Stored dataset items
______________________________

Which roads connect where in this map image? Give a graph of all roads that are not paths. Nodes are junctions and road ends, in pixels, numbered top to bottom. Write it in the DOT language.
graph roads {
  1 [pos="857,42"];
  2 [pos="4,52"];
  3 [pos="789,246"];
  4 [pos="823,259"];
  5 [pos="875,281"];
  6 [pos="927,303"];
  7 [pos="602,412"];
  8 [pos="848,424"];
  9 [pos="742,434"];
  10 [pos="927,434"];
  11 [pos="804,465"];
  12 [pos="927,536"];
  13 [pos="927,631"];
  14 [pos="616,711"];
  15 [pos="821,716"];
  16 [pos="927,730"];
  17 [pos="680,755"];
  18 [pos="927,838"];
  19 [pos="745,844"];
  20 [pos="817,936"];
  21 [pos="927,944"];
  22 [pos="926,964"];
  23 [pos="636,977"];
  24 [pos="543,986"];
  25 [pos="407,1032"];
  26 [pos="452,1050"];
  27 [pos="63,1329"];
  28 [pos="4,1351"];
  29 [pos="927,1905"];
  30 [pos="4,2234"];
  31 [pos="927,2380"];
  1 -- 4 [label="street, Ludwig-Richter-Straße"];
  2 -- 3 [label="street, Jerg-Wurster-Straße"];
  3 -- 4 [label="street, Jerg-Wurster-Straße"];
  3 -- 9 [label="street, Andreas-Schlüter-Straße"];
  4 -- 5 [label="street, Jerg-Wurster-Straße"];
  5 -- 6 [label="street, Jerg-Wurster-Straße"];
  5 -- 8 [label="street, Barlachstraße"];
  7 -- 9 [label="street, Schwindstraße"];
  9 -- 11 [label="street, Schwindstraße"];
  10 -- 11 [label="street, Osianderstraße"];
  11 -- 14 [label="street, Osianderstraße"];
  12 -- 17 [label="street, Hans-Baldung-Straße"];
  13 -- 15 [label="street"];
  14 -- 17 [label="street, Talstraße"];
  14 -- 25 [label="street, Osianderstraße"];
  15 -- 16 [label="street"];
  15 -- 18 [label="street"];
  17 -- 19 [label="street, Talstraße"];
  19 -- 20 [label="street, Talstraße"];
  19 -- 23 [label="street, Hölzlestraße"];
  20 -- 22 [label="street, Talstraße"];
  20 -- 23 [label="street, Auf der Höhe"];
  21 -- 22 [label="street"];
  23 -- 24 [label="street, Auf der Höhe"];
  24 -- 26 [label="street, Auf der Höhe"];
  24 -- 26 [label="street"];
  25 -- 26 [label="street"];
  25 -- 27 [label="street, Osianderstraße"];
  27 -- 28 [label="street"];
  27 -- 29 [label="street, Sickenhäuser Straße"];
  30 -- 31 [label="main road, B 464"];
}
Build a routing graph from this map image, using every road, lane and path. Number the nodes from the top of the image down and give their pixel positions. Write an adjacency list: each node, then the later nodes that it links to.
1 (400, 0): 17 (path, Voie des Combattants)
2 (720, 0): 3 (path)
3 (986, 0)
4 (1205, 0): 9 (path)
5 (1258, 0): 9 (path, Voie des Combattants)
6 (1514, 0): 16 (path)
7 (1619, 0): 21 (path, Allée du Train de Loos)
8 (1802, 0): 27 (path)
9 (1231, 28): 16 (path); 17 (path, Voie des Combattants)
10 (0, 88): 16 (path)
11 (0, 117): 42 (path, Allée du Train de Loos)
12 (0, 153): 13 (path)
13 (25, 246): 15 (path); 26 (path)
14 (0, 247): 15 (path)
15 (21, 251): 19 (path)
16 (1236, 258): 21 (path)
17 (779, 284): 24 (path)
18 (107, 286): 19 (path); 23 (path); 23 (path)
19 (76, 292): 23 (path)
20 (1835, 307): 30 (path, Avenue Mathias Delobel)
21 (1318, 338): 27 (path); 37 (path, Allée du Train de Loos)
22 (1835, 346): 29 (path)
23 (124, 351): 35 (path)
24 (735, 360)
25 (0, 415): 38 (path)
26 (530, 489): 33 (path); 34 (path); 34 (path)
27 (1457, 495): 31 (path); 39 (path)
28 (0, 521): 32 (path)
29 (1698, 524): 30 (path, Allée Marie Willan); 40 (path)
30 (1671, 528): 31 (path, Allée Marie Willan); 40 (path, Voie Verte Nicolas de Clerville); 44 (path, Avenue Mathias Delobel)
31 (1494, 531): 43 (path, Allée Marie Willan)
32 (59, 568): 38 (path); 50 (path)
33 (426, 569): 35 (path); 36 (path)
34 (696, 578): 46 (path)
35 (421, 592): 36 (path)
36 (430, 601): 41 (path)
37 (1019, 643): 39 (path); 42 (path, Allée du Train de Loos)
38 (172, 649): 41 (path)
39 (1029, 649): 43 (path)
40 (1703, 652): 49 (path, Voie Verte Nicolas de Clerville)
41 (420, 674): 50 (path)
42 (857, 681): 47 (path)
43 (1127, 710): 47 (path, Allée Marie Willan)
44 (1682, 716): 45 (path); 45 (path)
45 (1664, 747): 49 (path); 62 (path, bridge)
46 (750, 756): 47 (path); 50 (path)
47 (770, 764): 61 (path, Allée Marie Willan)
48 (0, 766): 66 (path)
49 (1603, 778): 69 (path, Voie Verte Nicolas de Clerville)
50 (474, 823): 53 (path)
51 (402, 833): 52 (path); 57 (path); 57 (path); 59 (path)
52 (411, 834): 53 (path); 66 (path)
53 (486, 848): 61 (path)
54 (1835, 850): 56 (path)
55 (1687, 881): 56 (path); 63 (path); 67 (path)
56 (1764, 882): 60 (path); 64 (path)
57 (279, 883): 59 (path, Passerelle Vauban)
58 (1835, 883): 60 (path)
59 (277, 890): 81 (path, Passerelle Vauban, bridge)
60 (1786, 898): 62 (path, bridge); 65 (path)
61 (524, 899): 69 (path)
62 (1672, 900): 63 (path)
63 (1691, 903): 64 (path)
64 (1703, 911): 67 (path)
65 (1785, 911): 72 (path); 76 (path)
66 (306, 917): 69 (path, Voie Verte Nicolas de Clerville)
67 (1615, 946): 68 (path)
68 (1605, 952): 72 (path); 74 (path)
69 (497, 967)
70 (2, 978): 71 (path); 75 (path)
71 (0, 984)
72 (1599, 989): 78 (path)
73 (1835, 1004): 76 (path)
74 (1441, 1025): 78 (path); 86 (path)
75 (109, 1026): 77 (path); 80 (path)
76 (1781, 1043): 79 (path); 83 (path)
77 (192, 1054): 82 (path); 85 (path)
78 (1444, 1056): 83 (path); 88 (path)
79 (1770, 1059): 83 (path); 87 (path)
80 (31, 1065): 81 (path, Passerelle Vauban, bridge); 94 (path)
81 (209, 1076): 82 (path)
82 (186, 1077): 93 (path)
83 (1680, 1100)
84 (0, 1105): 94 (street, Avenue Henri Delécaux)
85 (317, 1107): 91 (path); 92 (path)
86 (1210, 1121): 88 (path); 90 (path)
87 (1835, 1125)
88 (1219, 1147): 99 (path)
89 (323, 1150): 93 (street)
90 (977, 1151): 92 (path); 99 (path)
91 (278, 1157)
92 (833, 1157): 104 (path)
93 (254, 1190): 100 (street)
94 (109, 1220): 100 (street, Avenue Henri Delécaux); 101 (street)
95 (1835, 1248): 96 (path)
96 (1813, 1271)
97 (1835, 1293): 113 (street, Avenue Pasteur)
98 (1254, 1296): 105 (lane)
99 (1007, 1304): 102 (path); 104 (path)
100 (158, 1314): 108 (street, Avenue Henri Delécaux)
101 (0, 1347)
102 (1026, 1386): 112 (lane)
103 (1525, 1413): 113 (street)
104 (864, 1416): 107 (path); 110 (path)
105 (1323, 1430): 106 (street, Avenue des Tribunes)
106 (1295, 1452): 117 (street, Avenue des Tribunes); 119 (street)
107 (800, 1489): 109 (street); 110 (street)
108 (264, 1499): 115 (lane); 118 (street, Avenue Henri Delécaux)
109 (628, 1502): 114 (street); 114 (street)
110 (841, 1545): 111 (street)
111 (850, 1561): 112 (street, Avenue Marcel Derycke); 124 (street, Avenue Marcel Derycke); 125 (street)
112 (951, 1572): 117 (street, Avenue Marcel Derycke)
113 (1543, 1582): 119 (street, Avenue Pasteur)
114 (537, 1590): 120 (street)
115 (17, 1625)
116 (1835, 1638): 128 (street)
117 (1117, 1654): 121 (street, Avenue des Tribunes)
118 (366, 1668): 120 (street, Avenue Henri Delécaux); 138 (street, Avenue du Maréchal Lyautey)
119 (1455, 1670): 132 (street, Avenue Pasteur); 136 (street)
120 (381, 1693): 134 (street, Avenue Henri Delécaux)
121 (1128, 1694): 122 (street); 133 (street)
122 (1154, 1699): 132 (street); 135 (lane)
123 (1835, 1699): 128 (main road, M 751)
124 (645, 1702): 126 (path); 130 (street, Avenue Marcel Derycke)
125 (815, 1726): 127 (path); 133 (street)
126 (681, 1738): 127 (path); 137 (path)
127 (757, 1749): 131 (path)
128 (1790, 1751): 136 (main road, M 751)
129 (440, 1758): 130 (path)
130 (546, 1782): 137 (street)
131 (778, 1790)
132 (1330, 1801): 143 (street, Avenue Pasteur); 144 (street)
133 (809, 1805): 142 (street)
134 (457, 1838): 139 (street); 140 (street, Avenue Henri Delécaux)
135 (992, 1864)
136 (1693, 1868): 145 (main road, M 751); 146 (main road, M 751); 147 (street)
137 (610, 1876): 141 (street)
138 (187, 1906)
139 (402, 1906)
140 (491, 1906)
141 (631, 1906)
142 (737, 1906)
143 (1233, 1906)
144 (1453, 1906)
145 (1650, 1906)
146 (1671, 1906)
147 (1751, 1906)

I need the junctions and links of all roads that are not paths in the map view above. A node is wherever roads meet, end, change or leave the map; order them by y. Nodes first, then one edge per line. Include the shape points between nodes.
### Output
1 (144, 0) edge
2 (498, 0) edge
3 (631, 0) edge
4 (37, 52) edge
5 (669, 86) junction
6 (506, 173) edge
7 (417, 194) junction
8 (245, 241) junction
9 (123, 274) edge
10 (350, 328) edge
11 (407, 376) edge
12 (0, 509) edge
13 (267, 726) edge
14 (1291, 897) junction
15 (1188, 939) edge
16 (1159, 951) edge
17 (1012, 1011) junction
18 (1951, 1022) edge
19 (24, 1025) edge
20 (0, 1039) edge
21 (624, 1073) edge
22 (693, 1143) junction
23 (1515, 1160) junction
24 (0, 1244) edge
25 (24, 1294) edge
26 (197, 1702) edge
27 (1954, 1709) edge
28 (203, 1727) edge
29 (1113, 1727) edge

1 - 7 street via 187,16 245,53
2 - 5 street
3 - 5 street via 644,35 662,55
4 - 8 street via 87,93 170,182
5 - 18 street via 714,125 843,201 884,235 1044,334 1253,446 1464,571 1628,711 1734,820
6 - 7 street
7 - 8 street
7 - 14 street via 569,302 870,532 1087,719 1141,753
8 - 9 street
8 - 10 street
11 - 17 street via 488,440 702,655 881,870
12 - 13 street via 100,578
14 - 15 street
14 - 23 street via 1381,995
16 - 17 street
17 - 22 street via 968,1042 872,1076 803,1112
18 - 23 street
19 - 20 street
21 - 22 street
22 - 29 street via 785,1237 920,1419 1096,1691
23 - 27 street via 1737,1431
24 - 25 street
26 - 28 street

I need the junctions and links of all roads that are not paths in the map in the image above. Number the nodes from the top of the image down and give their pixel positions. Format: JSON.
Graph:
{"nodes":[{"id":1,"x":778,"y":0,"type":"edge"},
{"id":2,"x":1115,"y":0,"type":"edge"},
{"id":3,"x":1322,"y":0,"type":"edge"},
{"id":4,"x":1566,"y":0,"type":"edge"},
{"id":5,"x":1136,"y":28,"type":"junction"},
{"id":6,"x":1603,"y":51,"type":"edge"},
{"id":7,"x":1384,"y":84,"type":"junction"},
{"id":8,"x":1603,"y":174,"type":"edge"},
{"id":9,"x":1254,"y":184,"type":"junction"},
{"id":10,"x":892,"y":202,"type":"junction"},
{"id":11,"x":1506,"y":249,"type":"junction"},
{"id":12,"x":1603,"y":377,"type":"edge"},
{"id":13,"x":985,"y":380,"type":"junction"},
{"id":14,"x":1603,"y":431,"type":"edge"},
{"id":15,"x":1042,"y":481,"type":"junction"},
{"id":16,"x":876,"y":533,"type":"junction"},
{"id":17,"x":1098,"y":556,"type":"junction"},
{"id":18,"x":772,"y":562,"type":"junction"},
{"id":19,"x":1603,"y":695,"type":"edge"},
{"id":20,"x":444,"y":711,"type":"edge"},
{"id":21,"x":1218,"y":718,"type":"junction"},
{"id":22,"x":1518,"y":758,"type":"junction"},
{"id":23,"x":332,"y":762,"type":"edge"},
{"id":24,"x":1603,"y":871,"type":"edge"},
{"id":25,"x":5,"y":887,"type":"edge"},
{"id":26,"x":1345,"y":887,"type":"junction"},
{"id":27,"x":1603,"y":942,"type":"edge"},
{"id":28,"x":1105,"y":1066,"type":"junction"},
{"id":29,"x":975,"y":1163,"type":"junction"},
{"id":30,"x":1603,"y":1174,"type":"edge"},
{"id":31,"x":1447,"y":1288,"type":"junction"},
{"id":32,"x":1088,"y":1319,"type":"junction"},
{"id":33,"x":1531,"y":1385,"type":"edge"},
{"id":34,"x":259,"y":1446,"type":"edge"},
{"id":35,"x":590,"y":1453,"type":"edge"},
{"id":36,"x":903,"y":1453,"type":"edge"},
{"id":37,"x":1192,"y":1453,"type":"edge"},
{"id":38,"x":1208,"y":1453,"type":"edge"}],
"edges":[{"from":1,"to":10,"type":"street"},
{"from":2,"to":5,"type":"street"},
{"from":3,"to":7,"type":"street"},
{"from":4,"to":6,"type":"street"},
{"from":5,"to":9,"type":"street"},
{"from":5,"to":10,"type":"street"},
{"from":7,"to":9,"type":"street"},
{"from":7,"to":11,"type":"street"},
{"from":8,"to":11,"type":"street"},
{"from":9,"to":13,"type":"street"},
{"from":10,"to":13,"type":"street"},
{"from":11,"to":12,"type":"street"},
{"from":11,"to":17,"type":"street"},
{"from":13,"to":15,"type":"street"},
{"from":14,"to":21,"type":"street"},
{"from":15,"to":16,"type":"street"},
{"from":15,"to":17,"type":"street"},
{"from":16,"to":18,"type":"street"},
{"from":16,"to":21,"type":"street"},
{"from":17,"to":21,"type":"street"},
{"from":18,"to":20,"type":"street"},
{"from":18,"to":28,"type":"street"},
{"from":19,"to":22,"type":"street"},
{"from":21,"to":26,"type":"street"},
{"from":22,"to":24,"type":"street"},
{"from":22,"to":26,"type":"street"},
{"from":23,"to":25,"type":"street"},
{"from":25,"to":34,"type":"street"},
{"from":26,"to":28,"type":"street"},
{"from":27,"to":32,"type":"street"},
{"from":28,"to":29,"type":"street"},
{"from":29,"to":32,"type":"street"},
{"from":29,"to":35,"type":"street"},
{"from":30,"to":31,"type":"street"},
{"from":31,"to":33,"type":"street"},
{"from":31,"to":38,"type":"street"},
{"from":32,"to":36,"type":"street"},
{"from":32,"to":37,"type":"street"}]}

______________________________

* AIM OF THE EXERCISE *
Return only the number of lines in the data above that include the word "Mathias".

* RESPONSE TO THIS EXERCISE *
2